§ WHAT YOU WILL DO
Copy each line of the material below that includes the string "junction".

§ GIVEN RECORDS
################

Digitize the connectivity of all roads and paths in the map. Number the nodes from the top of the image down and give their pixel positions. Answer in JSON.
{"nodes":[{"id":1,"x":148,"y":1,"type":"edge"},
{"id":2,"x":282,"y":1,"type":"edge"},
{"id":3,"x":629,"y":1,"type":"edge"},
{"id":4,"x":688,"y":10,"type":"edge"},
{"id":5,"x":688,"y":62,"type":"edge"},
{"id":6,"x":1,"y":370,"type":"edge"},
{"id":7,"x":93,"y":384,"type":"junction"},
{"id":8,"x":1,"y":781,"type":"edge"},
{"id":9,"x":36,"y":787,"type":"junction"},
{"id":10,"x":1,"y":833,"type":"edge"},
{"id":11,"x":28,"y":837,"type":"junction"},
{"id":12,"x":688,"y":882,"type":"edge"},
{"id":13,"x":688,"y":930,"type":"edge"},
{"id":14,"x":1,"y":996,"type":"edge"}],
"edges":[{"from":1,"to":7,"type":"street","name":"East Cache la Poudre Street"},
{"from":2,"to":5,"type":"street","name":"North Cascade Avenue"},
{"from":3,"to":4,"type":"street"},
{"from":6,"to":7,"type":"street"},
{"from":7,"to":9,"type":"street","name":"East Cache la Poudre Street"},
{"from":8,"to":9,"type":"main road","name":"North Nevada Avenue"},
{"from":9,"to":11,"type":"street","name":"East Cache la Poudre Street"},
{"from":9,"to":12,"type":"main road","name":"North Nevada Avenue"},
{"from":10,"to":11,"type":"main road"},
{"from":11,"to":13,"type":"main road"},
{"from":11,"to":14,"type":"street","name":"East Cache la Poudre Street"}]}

################

§ SOLVED EXERCISE
{"id":7,"x":93,"y":384,"type":"junction"},
{"id":9,"x":36,"y":787,"type":"junction"},
{"id":11,"x":28,"y":837,"type":"junction"},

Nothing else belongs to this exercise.